The human adiponectin gene is located on chromosome 3q27 and has a total length of about 17 kb, including three exons and two introns. The +276G/T SNP in the adiponectin gene has been associated with higher body mass index (P<0.01), plasma insulin (P<0.02) and HOMA(IR) (P<0.02).13 Compared with a normal glucose tolerance group, type 2 diabetes patients have been found to include more TG+GG genotypes at +45T/G, and type 2 diabetes patients carrying the G-allele had a lower insulin sensitivity index and higher insulin resistance index.27 The adiponectin +276G/T SNP has been significantly correlated with the incidence of coronary heart diseases.15 Moreover, homozygous individuals have a higher risk of coronary heart diseases.28 In addition, one study demonstrated that plasma adiponectin concentration was markedly lower in TC genotype carriers at the adiponectin SNP 164 I/T, and most of them had high blood pressure.29 These observations suggest that adiponectin gene polymorphism is closely linked to vascular diseases. Another study in Denmark found that at +276G/T, a TT genotype reduced the incidence of preeclampsia compared with TG+GG. In addition, differences in genotype distribution and allele frequency at this SNP between the two groups were significant; for the exon 2 +45T/G, there were no significant differences in genotype distributions or allele frequencies between the two groups.17 Recently, another study in Czech Caucasians reported that although no significant associations were detected between the adiponectin T94G SNP and any of the biomarkers related to preeclampsia, such as gestational hypertension and proteinuria, the T94G polymorphism was significantly associated with a low birth weight in preeclamptic pregnancies.30

In our study, we compared the adiponectin +45T/G and +276G/T polymorphisms between Han Chinese pregnant women with and without preeclampsia. We found no significant difference in +45T/G or +276G/T genotype distribution or allele frequencies among mild preeclamptic, severe preeclamptic and normal patients (P>0.05). We speculate that this result might be related to differences in adiponectin gene polymorphism in different populations and also to the relatively small study population. However, our data are partially in agreement with other studies demonstrating that +45T/G and +276G/T are associated with many important clinical manifestations, such as blood pressure and 24-h urinary protein, in patients with preeclampsia. These data suggest that the +45T/G and +276G/T polymorphisms may be involved in preeclampsia.

Interestingly, we found that in the normal group, systolic pressure and diastolic pressure (and, in the mild preeclamptic group, serum creatinine and albumin) showed significant differences between GG homozygotes and TG+TT patients at +276G/T. We speculate that these results might be due to the small sample size of our study. Further investigation is needed.
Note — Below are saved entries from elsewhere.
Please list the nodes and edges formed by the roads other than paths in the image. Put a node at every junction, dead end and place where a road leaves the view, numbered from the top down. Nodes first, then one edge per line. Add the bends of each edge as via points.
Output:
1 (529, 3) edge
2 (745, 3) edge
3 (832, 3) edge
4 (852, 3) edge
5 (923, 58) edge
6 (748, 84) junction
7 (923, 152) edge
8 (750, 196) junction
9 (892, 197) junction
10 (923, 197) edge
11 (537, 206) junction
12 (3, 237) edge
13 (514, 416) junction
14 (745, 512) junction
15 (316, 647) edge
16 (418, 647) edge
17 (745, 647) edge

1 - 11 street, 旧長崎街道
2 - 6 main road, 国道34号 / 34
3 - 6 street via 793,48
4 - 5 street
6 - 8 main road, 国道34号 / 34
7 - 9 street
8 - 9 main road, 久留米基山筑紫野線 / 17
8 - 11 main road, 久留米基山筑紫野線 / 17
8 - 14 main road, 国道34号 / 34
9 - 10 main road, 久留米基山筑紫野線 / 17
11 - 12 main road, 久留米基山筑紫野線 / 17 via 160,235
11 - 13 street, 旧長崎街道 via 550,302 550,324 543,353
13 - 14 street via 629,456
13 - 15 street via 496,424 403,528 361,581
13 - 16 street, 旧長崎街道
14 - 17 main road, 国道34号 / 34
Previous reports have shown that in type 2 diabetic patients, the G-allele of +276G/T is associated with low adiponectin level.31 An investigation of the relationship between adiponectin SNPs −11377C/G, −4041A/C, +45T/G, and +276G/T and serum adiponectin level also found that only +276G/T was correlated with serum adiponectin level and that TT homozygotes had higher adiponectin levels.32 In accordance with these findings, we discovered that in the severe preeclamptic group, only the +276G/T, but not the +45T/G, polymorphism was associated with elevated serum adiponectin.

In conclusion, this cross-sectional study shows that adiponectin gene +45T/G and +276G/T polymorphisms were associated with important clinical manifestations of preeclampsia; the +276G/T polymorphism was also closely associated with elevated serum adiponectin. Our results indicate that adiponectin gene polymorphism might be related to preeclampsia. Because this was only a small-scale cross-sectional study of adiponectin gene polymorphism in Han Chinese preeclamptic patients, the relationship between adiponectin gene polymorphism and preeclampsia should be validated in multicenter, large-scale, prospective studies.